Furthermore, there is a widespread belief that competition is an innate feature of human nature. This belief hinges largely on Charles Darwin’s theory of evolution2, particularly on the idea of the ‘survival of the fittest’. This concept emphasises the role of competition for limited resources in shaping the evolution of any species. It implies that humans act in their own self-interest, striving to enhance their reproductive opportunities, or at least those of their immediate kin. There seems to be a problem, however, with this belief.
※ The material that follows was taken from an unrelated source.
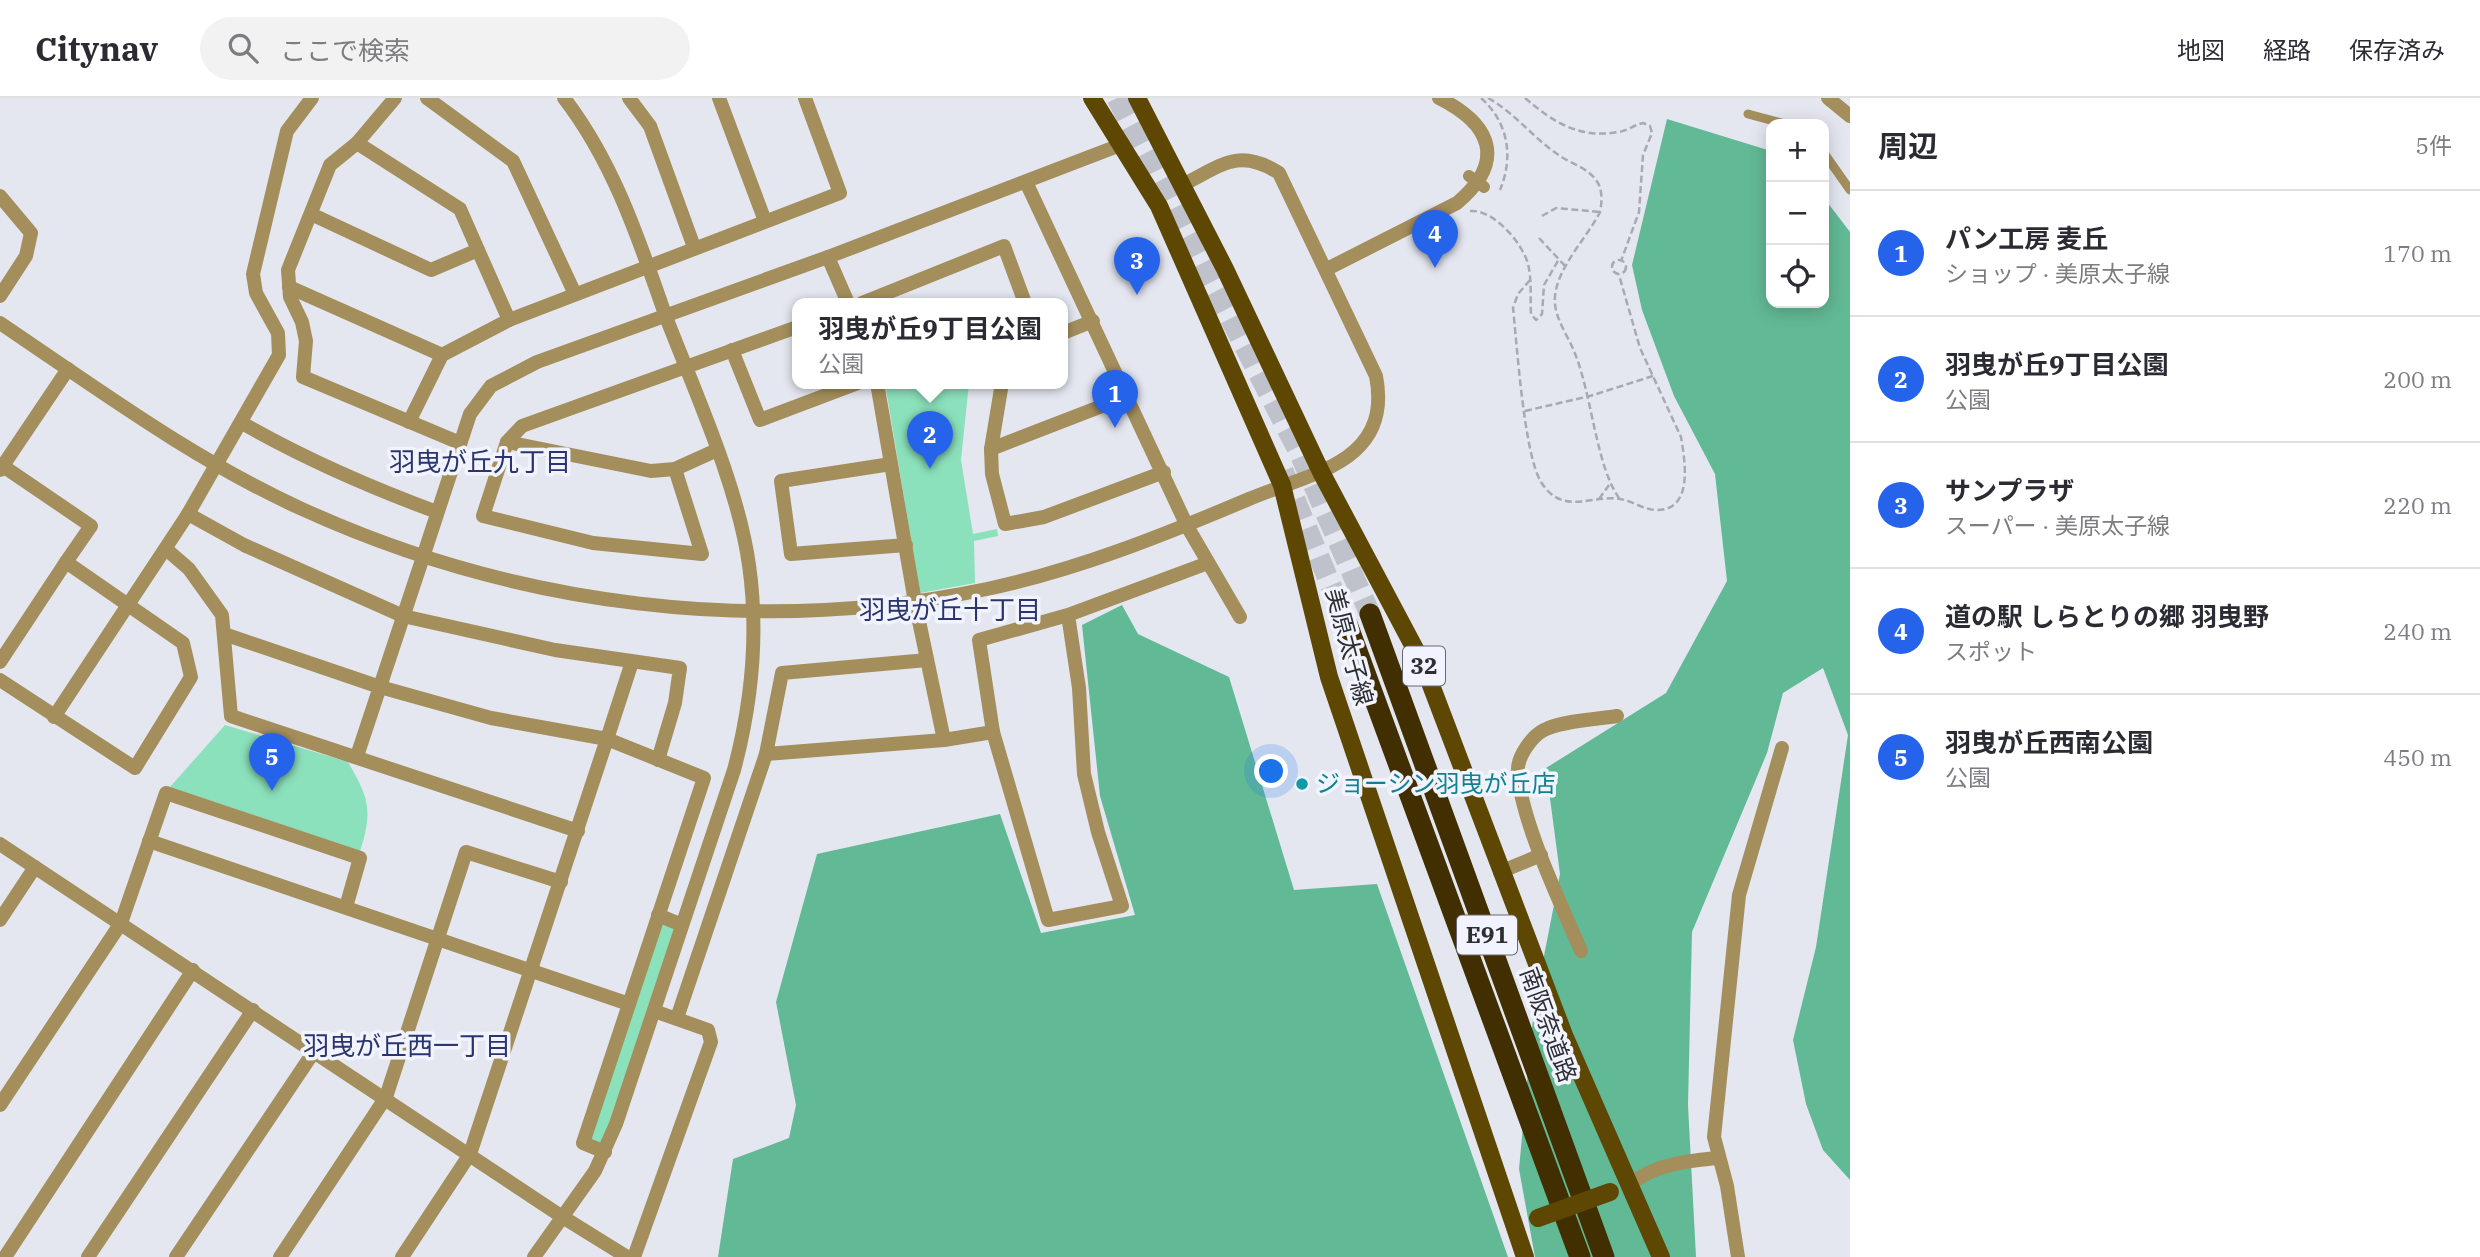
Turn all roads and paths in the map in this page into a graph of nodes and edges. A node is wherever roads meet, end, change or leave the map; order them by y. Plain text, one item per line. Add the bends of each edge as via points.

Darwin’s main concern lay in the domain of biology, namely how to scientifically explain the origin and flourishing of life on Earth and its differentiation into species3. However, his theory was extended beyond the domain of biology to the domains of social sciences and economics. The expression’ survival of the fittest’ frequently attributed to Darwin does not stem directly from his work per se but from Herbert Spencer’s 1864 work, Principles of Biology4. Spencer applied Darwin’s theory of evolution to the domain of sociology. He believed that species in the natural world compete with each other, so, by analogy, the same applies to the human race.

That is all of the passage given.